U.S. Circuit Court Judge Denny Chin has rejected the $125 million settlement negotiated between the Authors Guild, the Association of American Publishers and Google. We’ve collected responses from Google, publishers, authors and the federal judge below. Follow this link to read the complete decision.
Authors Guild president Scott Turow said that they still hoped to reach an agreement, adding had this statement: “Regardless of the outcome of our discussions with publishers and Google, opening up far greater access to out-of-print books through new technologies that create new markets is an idea whose time has come … Readers want access to these unavailable works, and authors need every market they can get. There has to be a way to make this happen. It’s a top priority for the Authors Guild.”

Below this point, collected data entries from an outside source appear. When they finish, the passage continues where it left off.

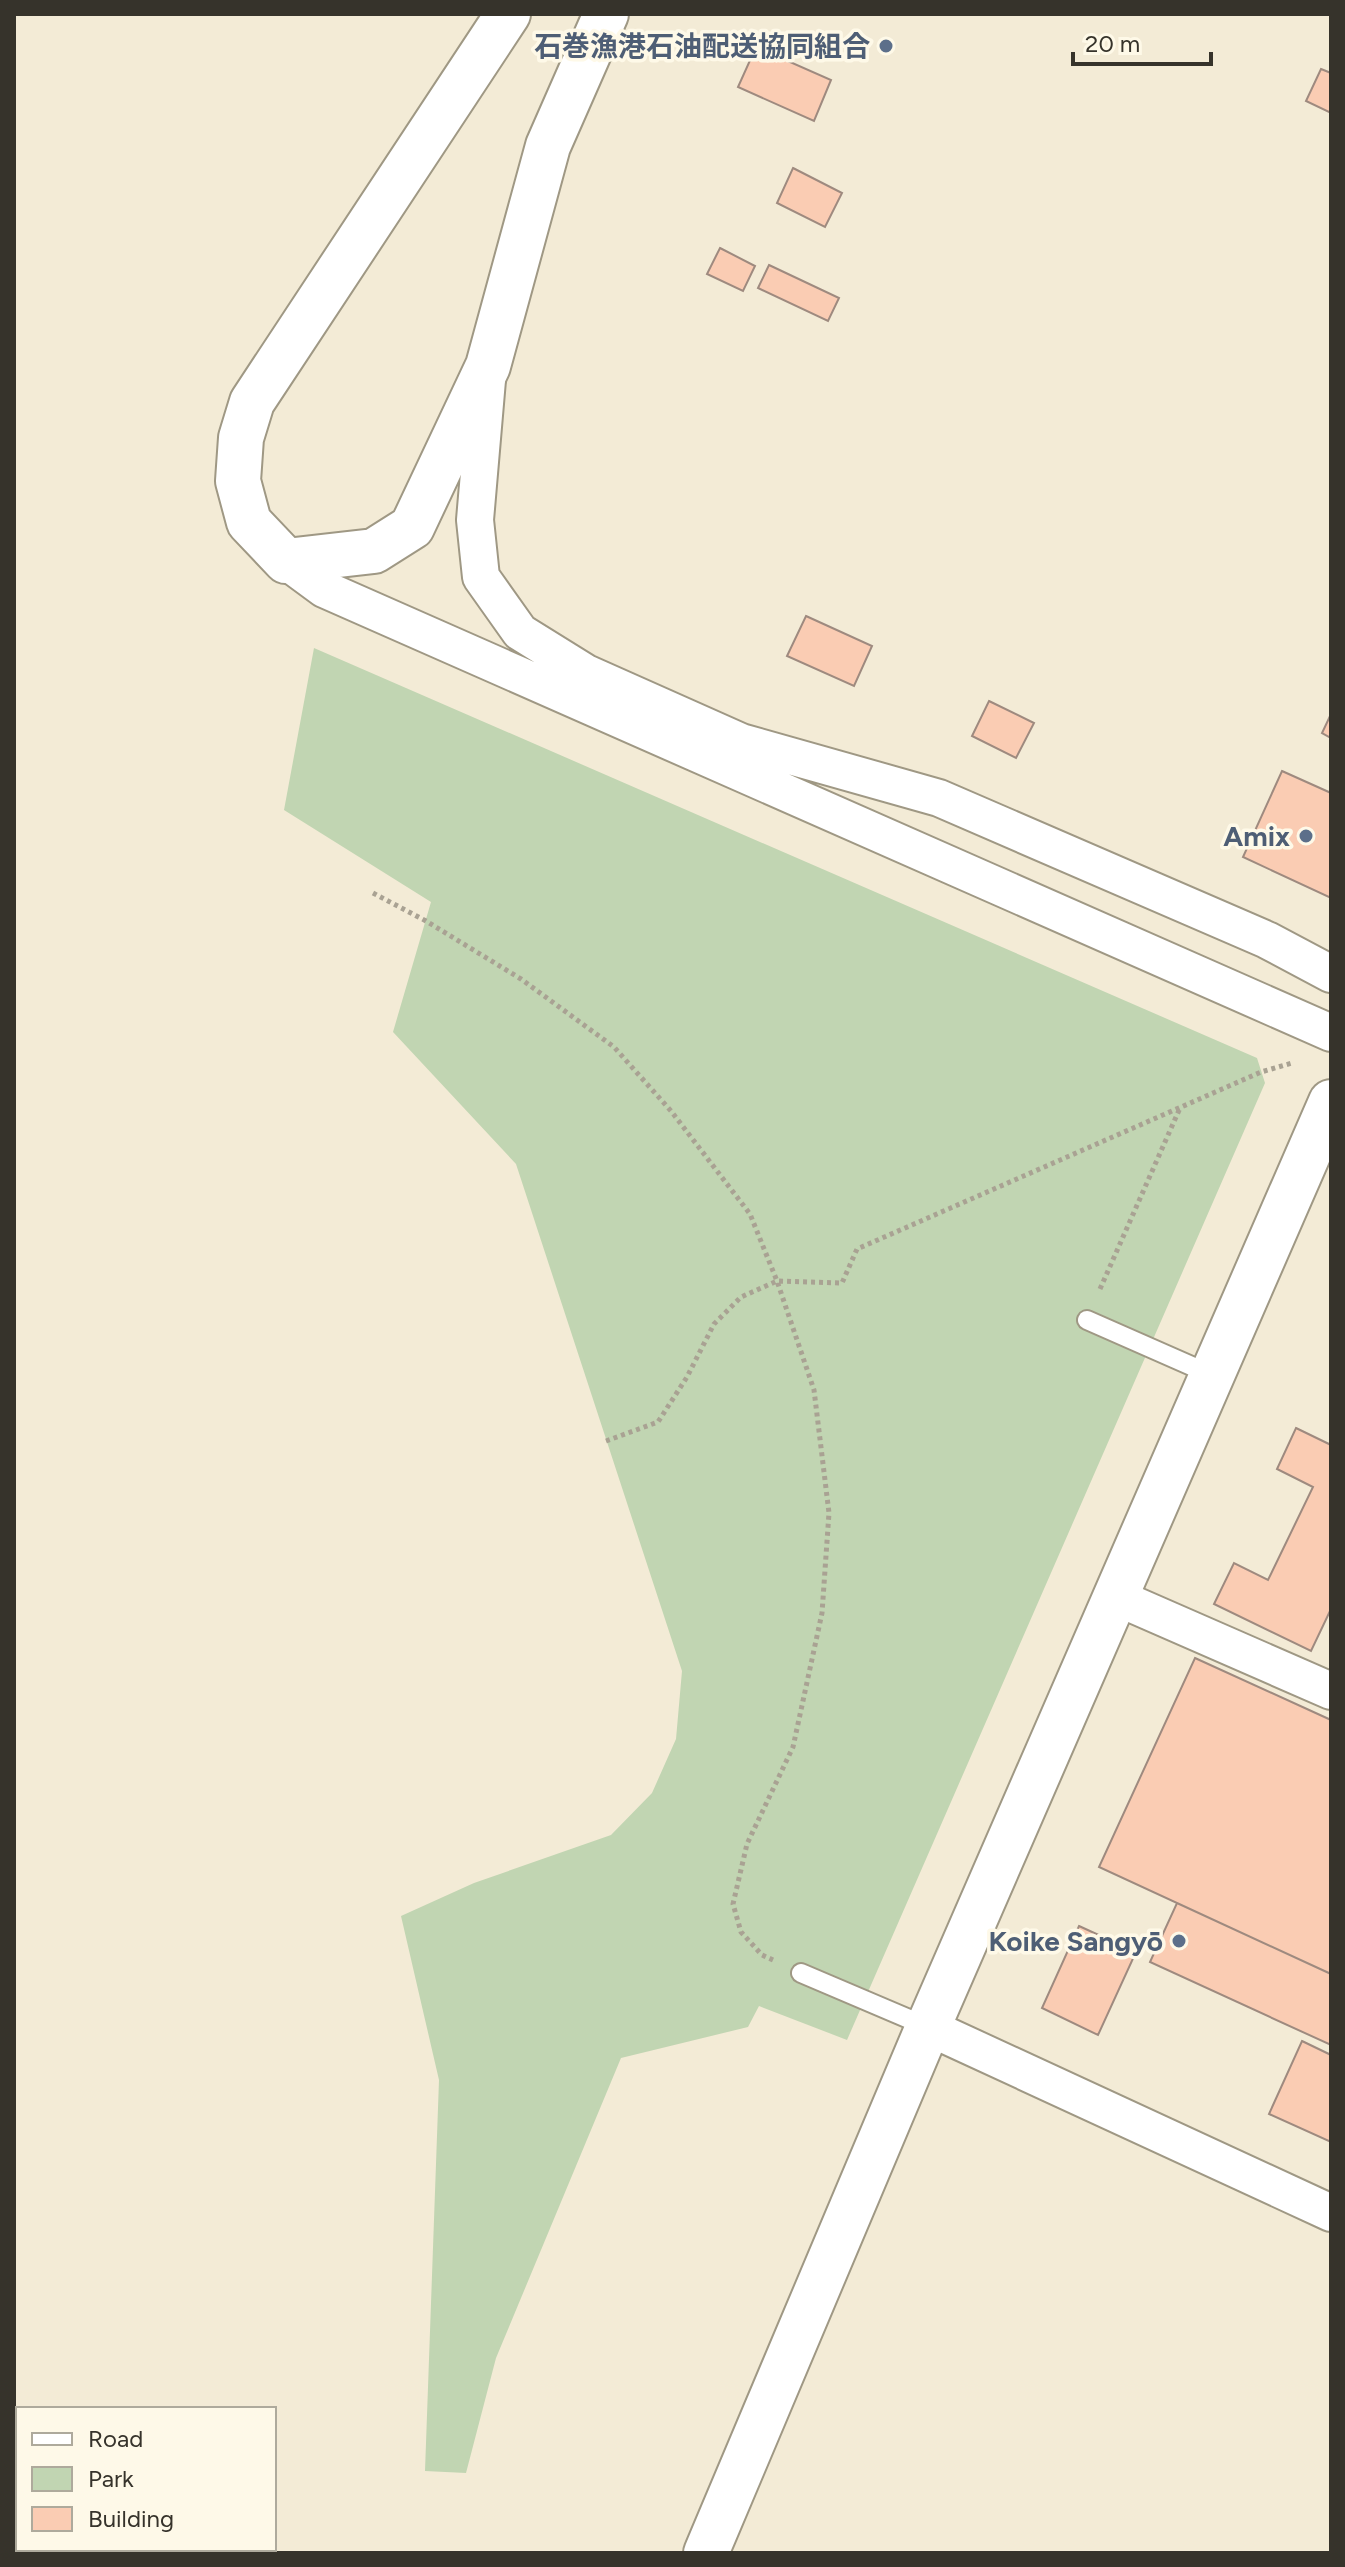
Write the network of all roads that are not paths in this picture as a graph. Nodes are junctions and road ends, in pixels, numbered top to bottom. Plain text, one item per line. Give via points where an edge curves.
1 (508, 14) edge
2 (606, 14) edge
3 (488, 366) junction
4 (286, 561) junction
5 (1331, 974) edge
6 (1331, 1033) edge
7 (1331, 1102) edge
8 (1087, 1320) road end
9 (1212, 1375) junction
10 (1116, 1597) junction
11 (1331, 1691) edge
12 (801, 1973) road end
13 (928, 2027) junction
14 (1331, 2213) edge
15 (706, 2553) edge

1 - 4 street via 252,402 241,438 238,481 249,522
2 - 3 street via 548,146
3 - 4 street via 412,527 374,551
3 - 5 street via 475,520 481,577 520,632 586,673 741,742 939,798 1267,940
4 - 6 street via 324,589
7 - 9 street
8 - 9 lane
9 - 10 street
10 - 11 street
10 - 13 street
12 - 13 lane
13 - 14 street
13 - 15 street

Google managing counsel Hilary Ware had this statement: “This is clearly disappointing, but we’ll review the Court’s decision and consider our options. Like many others, we believe this agreement has the potential to open-up access to millions of books that are currently hard to find in the US today. Regardless of the outcome, we’ll continue to work to make more of the world’s books discoverable online through Google Books and Google eBooks.”
Macmillan CEO John Sargent had this statement on behalf of the publishers involved in the settlement: “[The decision] provides clear guidance to all parties as to what modifications are necessary for its approval. The publisher plaintiffs are prepared to enter into a narrower Settlement along those lines to take advantage of its groundbreaking opportunities. We hope the other parties will do so as well.”
Sargent concluded: “Publishers are prepared to modify the Settlement Agreement to gain approval. We plan to work together with Google, the Authors Guild and others to overcome the objections raised by the Court and promote the fundamental principle behind our lawsuit, that copyrighted content cannot be used without the permission of the owner, or outside the law.”
The judge concluded: “the ASA is not fair, adequate, and reasonable. As the United States and other objectors have noted, many of the concerns raised in the objections would be ameliorated if the ASA were converted from an ‘opt-out’ settlement to an ‘opt-in’ settlement.”
eBookNewser has an excerpt from the decision: “While the digitization of books and the creation of a universal digital library would benefit many, the ASA would simply go too far … Indeed, the ASA would give Google a significant advantage over competitors, rewarding it for engaging in wholesale copying of copyrighted works without permission, while releasing claims well beyond those presented in the case.”
Editor’s Note: This post was updated as the story evolved.